Social game developer PlayStudios reported that it will post results for the fourth quarter of 2020 showing an increase in revenues, thanks to investment in new products.
Officials of PlayStudios, which is in the process of going public through a merger with a special purpose acquisition company, said in a statement last week that revenue for the quarter ended December 31 is estimated at $64 million, a 12.9 percent increase from the same period in 2019. For the year, revenue is expected to come in at $269.9 million, an increase of 12.7 percent over 2019.
“We’re encouraged by the growth that is reflected in our year-end results, and the momentum we carried into the first quarter,” PlayStudios CEO Andrew Pascal said in the statement, published by Native Business.
Net income for 2020 was $12.8 million.

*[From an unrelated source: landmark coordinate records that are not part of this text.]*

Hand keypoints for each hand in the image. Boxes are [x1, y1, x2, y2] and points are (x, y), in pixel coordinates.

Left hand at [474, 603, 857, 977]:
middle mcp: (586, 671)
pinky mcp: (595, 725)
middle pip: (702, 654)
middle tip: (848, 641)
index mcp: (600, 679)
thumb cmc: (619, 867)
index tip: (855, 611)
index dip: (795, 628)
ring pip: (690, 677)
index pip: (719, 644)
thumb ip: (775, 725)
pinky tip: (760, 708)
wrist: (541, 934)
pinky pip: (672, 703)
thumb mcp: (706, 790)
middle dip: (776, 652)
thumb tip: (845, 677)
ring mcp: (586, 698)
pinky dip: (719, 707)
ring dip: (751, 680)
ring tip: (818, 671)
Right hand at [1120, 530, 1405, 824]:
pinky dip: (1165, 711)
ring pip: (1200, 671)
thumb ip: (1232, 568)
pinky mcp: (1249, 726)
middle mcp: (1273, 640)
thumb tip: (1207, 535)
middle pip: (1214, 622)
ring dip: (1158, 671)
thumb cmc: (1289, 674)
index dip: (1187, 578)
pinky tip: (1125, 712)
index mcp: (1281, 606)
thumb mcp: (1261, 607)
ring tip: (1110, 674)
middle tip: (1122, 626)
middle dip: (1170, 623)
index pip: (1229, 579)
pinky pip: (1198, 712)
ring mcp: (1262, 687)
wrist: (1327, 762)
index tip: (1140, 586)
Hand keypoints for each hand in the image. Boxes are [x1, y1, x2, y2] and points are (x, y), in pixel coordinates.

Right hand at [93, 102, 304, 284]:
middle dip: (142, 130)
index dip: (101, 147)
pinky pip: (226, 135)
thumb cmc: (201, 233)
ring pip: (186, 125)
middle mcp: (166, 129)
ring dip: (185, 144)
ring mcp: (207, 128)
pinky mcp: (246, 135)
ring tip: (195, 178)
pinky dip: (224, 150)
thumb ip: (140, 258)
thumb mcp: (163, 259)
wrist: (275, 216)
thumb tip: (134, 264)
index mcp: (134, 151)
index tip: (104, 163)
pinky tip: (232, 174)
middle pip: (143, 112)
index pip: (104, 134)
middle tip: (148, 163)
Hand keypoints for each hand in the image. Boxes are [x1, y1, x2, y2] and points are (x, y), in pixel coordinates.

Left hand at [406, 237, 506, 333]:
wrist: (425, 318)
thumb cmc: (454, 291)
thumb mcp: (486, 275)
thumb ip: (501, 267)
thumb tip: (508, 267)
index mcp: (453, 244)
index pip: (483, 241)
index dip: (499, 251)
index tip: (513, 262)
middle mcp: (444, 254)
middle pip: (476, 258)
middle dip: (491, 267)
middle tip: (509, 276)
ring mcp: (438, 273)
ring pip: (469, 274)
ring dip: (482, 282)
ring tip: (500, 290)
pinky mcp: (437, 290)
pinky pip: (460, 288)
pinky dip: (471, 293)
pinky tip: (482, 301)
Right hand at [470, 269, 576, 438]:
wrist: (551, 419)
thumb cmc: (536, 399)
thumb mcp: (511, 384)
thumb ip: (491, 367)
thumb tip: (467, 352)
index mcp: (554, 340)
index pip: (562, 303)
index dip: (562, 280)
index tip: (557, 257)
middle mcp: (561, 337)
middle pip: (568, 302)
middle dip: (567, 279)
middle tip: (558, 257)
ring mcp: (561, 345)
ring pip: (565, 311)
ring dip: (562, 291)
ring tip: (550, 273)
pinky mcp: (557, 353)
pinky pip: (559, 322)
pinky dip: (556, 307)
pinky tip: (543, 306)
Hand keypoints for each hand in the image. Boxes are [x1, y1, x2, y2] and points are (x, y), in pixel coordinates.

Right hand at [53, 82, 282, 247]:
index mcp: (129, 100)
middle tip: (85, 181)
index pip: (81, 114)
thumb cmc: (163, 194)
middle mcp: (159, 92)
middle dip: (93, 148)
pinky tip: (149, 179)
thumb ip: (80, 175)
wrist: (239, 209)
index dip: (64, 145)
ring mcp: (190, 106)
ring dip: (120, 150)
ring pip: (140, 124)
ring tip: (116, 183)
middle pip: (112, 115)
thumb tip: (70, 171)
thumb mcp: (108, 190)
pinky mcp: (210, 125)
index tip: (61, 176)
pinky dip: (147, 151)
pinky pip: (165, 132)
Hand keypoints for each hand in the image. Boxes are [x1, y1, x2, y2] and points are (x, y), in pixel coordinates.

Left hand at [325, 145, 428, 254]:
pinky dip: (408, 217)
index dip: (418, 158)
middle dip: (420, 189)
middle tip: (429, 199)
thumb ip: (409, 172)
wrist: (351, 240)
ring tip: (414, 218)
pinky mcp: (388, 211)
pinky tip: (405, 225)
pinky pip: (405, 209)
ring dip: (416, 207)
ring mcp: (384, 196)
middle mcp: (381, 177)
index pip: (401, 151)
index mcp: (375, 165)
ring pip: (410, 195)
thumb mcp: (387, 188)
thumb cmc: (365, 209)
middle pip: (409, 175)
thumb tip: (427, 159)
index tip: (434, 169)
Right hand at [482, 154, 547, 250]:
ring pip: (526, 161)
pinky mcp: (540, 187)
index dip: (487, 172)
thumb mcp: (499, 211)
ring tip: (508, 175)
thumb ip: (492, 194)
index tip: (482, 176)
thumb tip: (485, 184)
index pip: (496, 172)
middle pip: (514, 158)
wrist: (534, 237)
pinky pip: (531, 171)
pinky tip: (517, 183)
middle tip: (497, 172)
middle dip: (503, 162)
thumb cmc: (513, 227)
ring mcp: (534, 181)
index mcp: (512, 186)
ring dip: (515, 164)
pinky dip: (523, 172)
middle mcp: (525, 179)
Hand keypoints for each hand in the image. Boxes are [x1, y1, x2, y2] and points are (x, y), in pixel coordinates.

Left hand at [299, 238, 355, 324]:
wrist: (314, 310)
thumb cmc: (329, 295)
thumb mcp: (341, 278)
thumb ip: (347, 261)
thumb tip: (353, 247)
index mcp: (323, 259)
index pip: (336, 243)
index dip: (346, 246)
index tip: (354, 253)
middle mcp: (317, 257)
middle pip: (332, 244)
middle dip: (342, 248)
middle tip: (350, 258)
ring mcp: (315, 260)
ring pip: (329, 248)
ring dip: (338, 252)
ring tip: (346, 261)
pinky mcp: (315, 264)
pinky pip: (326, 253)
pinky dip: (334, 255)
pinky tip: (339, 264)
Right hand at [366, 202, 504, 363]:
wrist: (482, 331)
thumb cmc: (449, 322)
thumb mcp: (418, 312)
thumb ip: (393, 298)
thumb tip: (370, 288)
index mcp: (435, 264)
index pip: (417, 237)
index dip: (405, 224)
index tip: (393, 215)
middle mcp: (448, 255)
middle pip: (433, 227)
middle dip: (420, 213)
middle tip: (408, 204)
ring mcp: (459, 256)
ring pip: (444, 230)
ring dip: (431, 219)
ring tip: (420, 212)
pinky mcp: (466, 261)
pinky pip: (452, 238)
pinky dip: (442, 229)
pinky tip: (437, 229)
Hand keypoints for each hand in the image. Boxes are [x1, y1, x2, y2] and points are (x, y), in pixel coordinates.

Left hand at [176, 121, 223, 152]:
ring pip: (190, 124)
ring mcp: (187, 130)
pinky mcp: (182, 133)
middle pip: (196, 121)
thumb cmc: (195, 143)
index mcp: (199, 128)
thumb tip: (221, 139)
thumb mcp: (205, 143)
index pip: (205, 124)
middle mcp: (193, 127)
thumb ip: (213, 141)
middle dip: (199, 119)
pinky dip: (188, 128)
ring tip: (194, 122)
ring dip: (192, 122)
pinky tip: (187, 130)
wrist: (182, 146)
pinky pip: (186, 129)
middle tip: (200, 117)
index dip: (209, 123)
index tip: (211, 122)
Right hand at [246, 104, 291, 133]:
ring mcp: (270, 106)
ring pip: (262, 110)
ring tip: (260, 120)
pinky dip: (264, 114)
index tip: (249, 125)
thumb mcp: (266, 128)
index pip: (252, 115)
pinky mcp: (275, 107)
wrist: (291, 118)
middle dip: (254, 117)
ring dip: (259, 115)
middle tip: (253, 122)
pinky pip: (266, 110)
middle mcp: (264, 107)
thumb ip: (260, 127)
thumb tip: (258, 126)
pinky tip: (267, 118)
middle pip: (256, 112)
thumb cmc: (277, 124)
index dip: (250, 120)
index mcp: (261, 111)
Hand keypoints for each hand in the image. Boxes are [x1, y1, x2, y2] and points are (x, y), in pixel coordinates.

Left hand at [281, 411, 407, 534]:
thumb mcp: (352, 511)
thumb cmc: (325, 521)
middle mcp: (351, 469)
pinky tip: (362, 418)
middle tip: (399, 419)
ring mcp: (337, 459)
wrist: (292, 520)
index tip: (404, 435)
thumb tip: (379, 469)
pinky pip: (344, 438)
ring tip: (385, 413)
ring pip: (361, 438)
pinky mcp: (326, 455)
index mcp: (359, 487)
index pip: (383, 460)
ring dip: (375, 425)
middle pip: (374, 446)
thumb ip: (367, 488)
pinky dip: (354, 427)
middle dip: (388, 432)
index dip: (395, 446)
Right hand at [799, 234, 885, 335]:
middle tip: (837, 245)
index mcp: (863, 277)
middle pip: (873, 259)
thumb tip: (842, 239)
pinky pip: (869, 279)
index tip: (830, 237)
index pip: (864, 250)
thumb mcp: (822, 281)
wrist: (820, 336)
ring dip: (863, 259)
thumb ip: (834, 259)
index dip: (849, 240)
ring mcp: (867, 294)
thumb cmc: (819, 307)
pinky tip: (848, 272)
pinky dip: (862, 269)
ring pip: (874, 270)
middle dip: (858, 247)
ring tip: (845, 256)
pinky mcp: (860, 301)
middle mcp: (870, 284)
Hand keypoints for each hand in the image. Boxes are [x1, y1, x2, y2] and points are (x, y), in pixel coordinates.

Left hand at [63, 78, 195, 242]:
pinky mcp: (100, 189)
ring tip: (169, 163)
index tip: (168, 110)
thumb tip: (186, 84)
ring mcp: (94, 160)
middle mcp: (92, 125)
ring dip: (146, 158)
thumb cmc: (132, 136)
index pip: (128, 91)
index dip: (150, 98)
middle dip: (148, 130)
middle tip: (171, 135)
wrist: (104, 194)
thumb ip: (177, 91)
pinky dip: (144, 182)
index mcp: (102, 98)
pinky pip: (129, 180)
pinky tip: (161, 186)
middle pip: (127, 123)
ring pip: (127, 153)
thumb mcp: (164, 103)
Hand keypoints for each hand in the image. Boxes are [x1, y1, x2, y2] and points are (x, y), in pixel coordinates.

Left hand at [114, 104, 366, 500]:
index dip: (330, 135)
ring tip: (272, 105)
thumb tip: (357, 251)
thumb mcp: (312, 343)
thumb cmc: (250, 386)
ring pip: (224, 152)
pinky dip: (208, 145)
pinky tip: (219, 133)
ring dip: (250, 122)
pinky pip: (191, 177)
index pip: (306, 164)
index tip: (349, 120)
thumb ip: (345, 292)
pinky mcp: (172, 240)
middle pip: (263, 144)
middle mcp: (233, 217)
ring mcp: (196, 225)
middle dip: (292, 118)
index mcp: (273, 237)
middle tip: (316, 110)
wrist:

The fourth quarter yielded a net loss of $10.8 million, due to a one-time accrual of expenses related to the restructuring of a commercial agreement with casino operator MGM Resorts International. PlayStudios offers the social gaming arm for MGM Resorts through the company’s myVegas platform.
PlayStudios also incurred costs in the last quarter related to the launch of the just-released myVegas Bingo and the forthcoming Kingdom Boss RPG game. These items reduced cash flow for the three-month period to $8.8 million, and $58 million for the full year.
“Bingo is among the fastest-growing game categories,” Pascal said. “We believe our combination of real-world rewards, standard-setting creative execution and established brands will make it a standout product in the coming months and quarters.”
In February PlayStudios announced its merger with Acies Acquisition Corp., a publicly traded special purpose acquisition company led by former MGM Resorts Chairman and CEO Jim Murren, in a deal that valued the game developer at $1.1 billion. PlayStudios shares will be listed on the Nasdaq exchange.